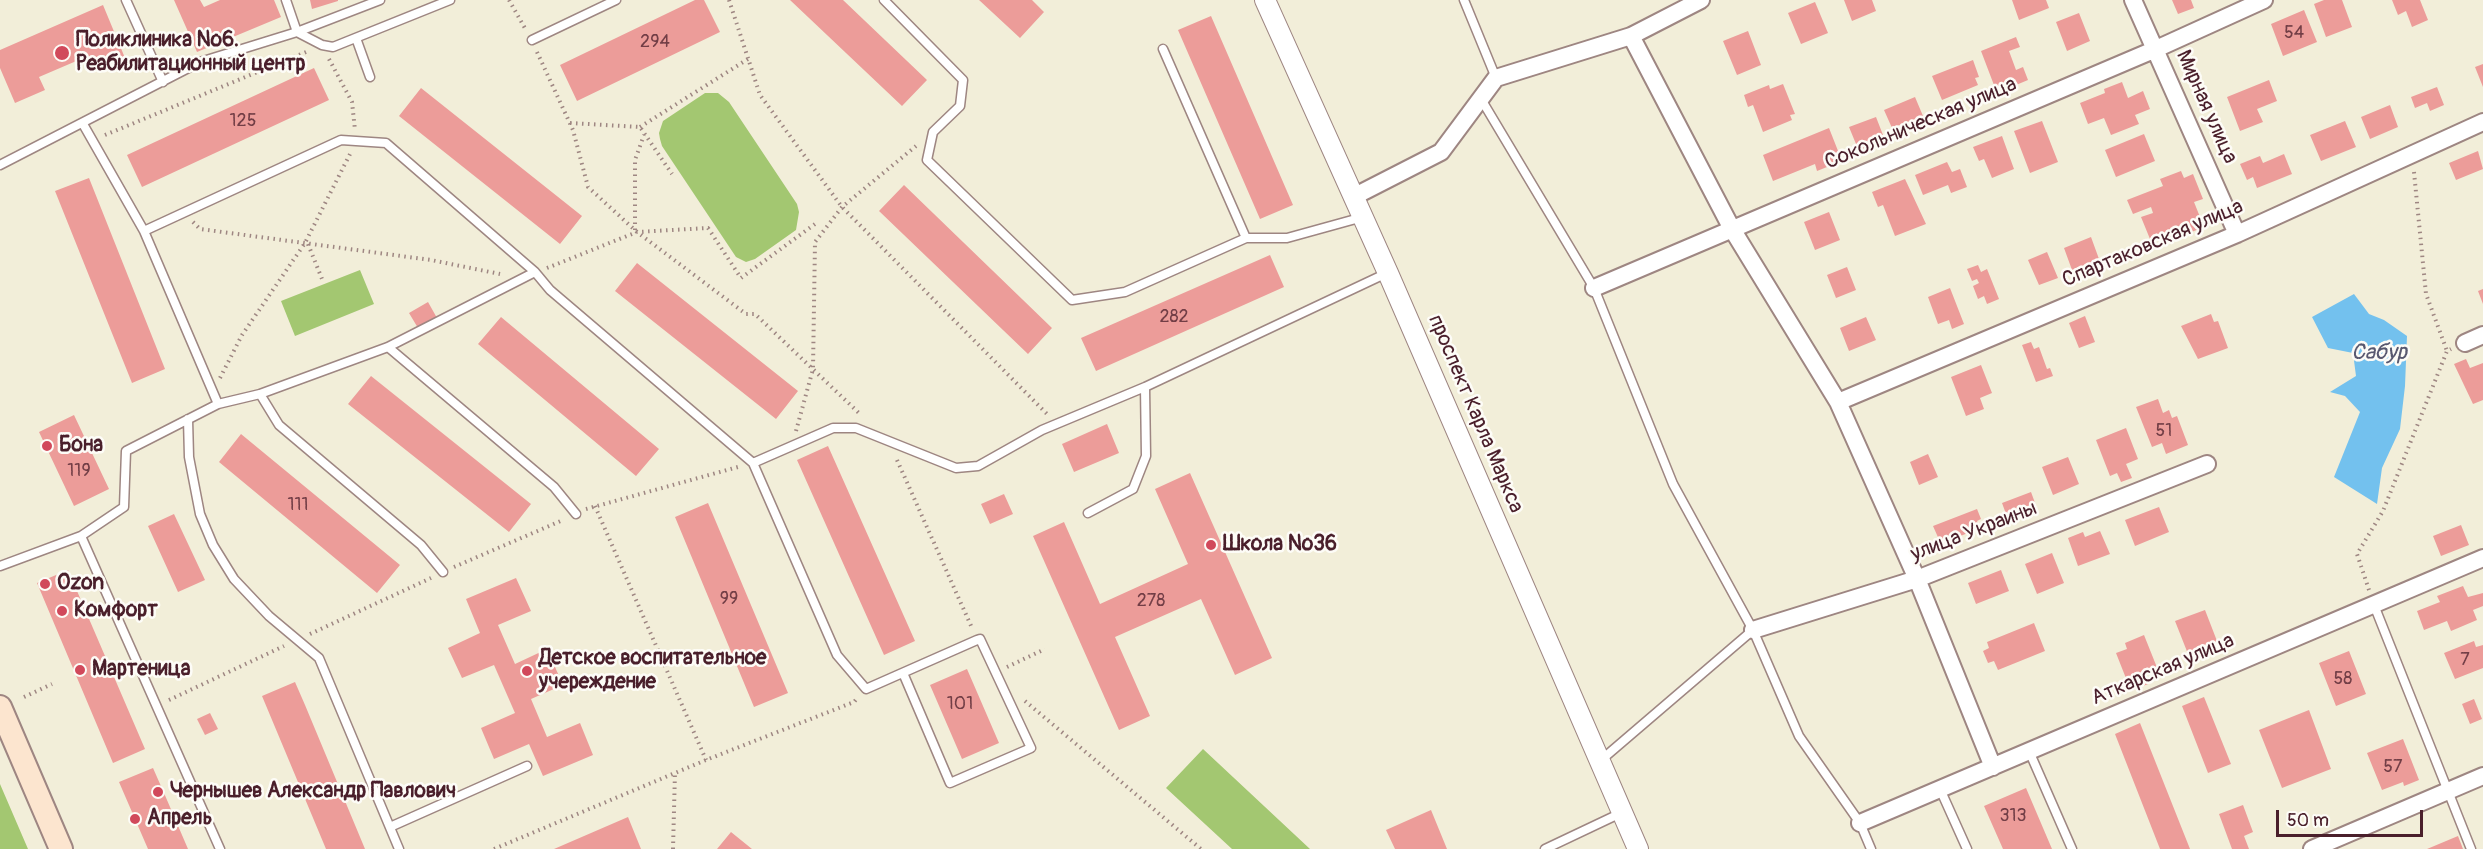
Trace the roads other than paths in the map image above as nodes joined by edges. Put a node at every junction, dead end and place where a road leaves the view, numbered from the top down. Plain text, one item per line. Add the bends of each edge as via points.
1 (126, 0) edge
2 (286, 0) edge
3 (380, 0) edge
4 (450, 0) edge
5 (616, 0) edge
6 (884, 0) edge
7 (1265, 0) edge
8 (1464, 0) edge
9 (1701, 0) edge
10 (2133, 0) edge
11 (2264, 0) edge
12 (370, 2) edge
13 (297, 32) junction
14 (1631, 36) junction
15 (356, 38) junction
16 (532, 40) road end
17 (1163, 49) dead end
18 (2156, 49) junction
19 (370, 77) dead end
20 (1496, 78) junction
21 (163, 82) junction
22 (1480, 97) junction
23 (2483, 122) edge
24 (83, 124) junction
25 (0, 165) edge
26 (1353, 197) junction
27 (1363, 217) junction
28 (1732, 229) junction
29 (144, 231) junction
30 (2237, 234) junction
31 (1246, 238) junction
32 (535, 272) junction
33 (1388, 273) junction
34 (1594, 288) junction
35 (2483, 335) edge
36 (2465, 343) road end
37 (388, 347) junction
38 (1145, 387) junction
39 (260, 394) junction
40 (1838, 402) junction
41 (218, 404) junction
42 (188, 419) junction
43 (753, 463) junction
44 (2207, 464) dead end
45 (1088, 513) dead end
46 (576, 514) road end
47 (81, 536) junction
48 (2483, 558) edge
49 (0, 566) edge
50 (443, 572) road end
51 (1917, 579) junction
52 (2374, 605) junction
53 (1753, 630) junction
54 (903, 673) junction
55 (0, 707) edge
56 (2029, 751) junction
57 (1600, 762) junction
58 (527, 766) dead end
59 (1993, 767) junction
60 (2483, 776) edge
61 (1940, 789) junction
62 (2447, 791) junction
63 (1622, 813) junction
64 (1860, 823) junction
65 (390, 827) junction
66 (61, 849) edge
67 (220, 849) edge
68 (399, 849) edge
69 (1545, 849) edge
70 (1638, 849) edge
71 (1871, 849) edge
72 (1967, 849) edge
73 (2072, 849) edge
74 (2312, 849) edge
75 (2471, 849) edge

1 - 21 lane
2 - 13 lane
3 - 12 lane
4 - 15 lane
5 - 16 lane
6 - 31 lane via 963,80 960,106 933,132 927,160 1072,300 1125,292
7 - 26 street, проспект Карла Маркса
8 - 20 lane
9 - 14 street
10 - 18 street, Мирная улица
11 - 18 street, Сокольническая улица
12 - 13 lane
13 - 15 lane via 333,47
13 - 21 lane via 200,62
14 - 20 street
14 - 28 street
15 - 19 lane
17 - 31 lane
18 - 28 street, Сокольническая улица
18 - 30 street, Мирная улица
20 - 22 street
21 - 24 lane
22 - 26 street via 1441,152
22 - 34 lane
23 - 30 street, Спартаковская улица
24 - 25 lane
24 - 29 lane
26 - 27 street, проспект Карла Маркса
27 - 31 lane via 1287,238
27 - 33 street, проспект Карла Маркса
28 - 34 street, Сокольническая улица
28 - 40 street
29 - 32 lane via 341,140 386,143
29 - 41 lane
30 - 40 street, Спартаковская улица
32 - 37 lane
32 - 43 lane via 550,290
33 - 38 lane
33 - 57 street, проспект Карла Маркса
34 - 53 lane via 1673,483
35 - 36 street
37 - 39 lane
37 - 46 lane via 554,487
38 - 43 lane via 1041,430 978,466 956,468 855,428 832,428
38 - 45 lane via 1146,456 1133,489
39 - 41 lane
39 - 50 lane via 279,426 421,545
40 - 51 street
41 - 42 lane
42 - 47 lane via 126,451 124,507
42 - 65 lane via 189,457 198,502 213,545 234,579 269,616 319,658
43 - 54 lane via 837,655 866,689
44 - 51 street, улица Украины
47 - 49 lane
47 - 67 lane
48 - 52 street, Аткарская улица
51 - 53 street, улица Украины
51 - 59 street
52 - 56 street, Аткарская улица
52 - 62 lane
53 - 57 lane
53 - 64 lane via 1799,736
54 - 54 lane via 980,639 1030,748 950,783
55 - 66 main road
56 - 59 street, Аткарская улица
56 - 73 lane
57 - 63 street, проспект Карла Маркса
58 - 65 lane
59 - 61 street, Аткарская улица
60 - 62 street
61 - 64 street, Аткарская улица
61 - 72 lane
62 - 74 street
62 - 75 lane
63 - 69 lane
63 - 70 street, проспект Карла Маркса
64 - 71 lane
65 - 68 lane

_ _ _ _ _ _ _

What you will do:
All that's required is the material above repeated exactly, minus any picture.

Response to this task:
Trace the roads other than paths in the map image above as nodes joined by edges. Put a node at every junction, dead end and place where a road leaves the view, numbered from the top down. Plain text, one item per line. Add the bends of each edge as via points.
1 (126, 0) edge
2 (286, 0) edge
3 (380, 0) edge
4 (450, 0) edge
5 (616, 0) edge
6 (884, 0) edge
7 (1265, 0) edge
8 (1464, 0) edge
9 (1701, 0) edge
10 (2133, 0) edge
11 (2264, 0) edge
12 (370, 2) edge
13 (297, 32) junction
14 (1631, 36) junction
15 (356, 38) junction
16 (532, 40) road end
17 (1163, 49) dead end
18 (2156, 49) junction
19 (370, 77) dead end
20 (1496, 78) junction
21 (163, 82) junction
22 (1480, 97) junction
23 (2483, 122) edge
24 (83, 124) junction
25 (0, 165) edge
26 (1353, 197) junction
27 (1363, 217) junction
28 (1732, 229) junction
29 (144, 231) junction
30 (2237, 234) junction
31 (1246, 238) junction
32 (535, 272) junction
33 (1388, 273) junction
34 (1594, 288) junction
35 (2483, 335) edge
36 (2465, 343) road end
37 (388, 347) junction
38 (1145, 387) junction
39 (260, 394) junction
40 (1838, 402) junction
41 (218, 404) junction
42 (188, 419) junction
43 (753, 463) junction
44 (2207, 464) dead end
45 (1088, 513) dead end
46 (576, 514) road end
47 (81, 536) junction
48 (2483, 558) edge
49 (0, 566) edge
50 (443, 572) road end
51 (1917, 579) junction
52 (2374, 605) junction
53 (1753, 630) junction
54 (903, 673) junction
55 (0, 707) edge
56 (2029, 751) junction
57 (1600, 762) junction
58 (527, 766) dead end
59 (1993, 767) junction
60 (2483, 776) edge
61 (1940, 789) junction
62 (2447, 791) junction
63 (1622, 813) junction
64 (1860, 823) junction
65 (390, 827) junction
66 (61, 849) edge
67 (220, 849) edge
68 (399, 849) edge
69 (1545, 849) edge
70 (1638, 849) edge
71 (1871, 849) edge
72 (1967, 849) edge
73 (2072, 849) edge
74 (2312, 849) edge
75 (2471, 849) edge

1 - 21 lane
2 - 13 lane
3 - 12 lane
4 - 15 lane
5 - 16 lane
6 - 31 lane via 963,80 960,106 933,132 927,160 1072,300 1125,292
7 - 26 street, проспект Карла Маркса
8 - 20 lane
9 - 14 street
10 - 18 street, Мирная улица
11 - 18 street, Сокольническая улица
12 - 13 lane
13 - 15 lane via 333,47
13 - 21 lane via 200,62
14 - 20 street
14 - 28 street
15 - 19 lane
17 - 31 lane
18 - 28 street, Сокольническая улица
18 - 30 street, Мирная улица
20 - 22 street
21 - 24 lane
22 - 26 street via 1441,152
22 - 34 lane
23 - 30 street, Спартаковская улица
24 - 25 lane
24 - 29 lane
26 - 27 street, проспект Карла Маркса
27 - 31 lane via 1287,238
27 - 33 street, проспект Карла Маркса
28 - 34 street, Сокольническая улица
28 - 40 street
29 - 32 lane via 341,140 386,143
29 - 41 lane
30 - 40 street, Спартаковская улица
32 - 37 lane
32 - 43 lane via 550,290
33 - 38 lane
33 - 57 street, проспект Карла Маркса
34 - 53 lane via 1673,483
35 - 36 street
37 - 39 lane
37 - 46 lane via 554,487
38 - 43 lane via 1041,430 978,466 956,468 855,428 832,428
38 - 45 lane via 1146,456 1133,489
39 - 41 lane
39 - 50 lane via 279,426 421,545
40 - 51 street
41 - 42 lane
42 - 47 lane via 126,451 124,507
42 - 65 lane via 189,457 198,502 213,545 234,579 269,616 319,658
43 - 54 lane via 837,655 866,689
44 - 51 street, улица Украины
47 - 49 lane
47 - 67 lane
48 - 52 street, Аткарская улица
51 - 53 street, улица Украины
51 - 59 street
52 - 56 street, Аткарская улица
52 - 62 lane
53 - 57 lane
53 - 64 lane via 1799,736
54 - 54 lane via 980,639 1030,748 950,783
55 - 66 main road
56 - 59 street, Аткарская улица
56 - 73 lane
57 - 63 street, проспект Карла Маркса
58 - 65 lane
59 - 61 street, Аткарская улица
60 - 62 street
61 - 64 street, Аткарская улица
61 - 72 lane
62 - 74 street
62 - 75 lane
63 - 69 lane
63 - 70 street, проспект Карла Маркса
64 - 71 lane
65 - 68 lane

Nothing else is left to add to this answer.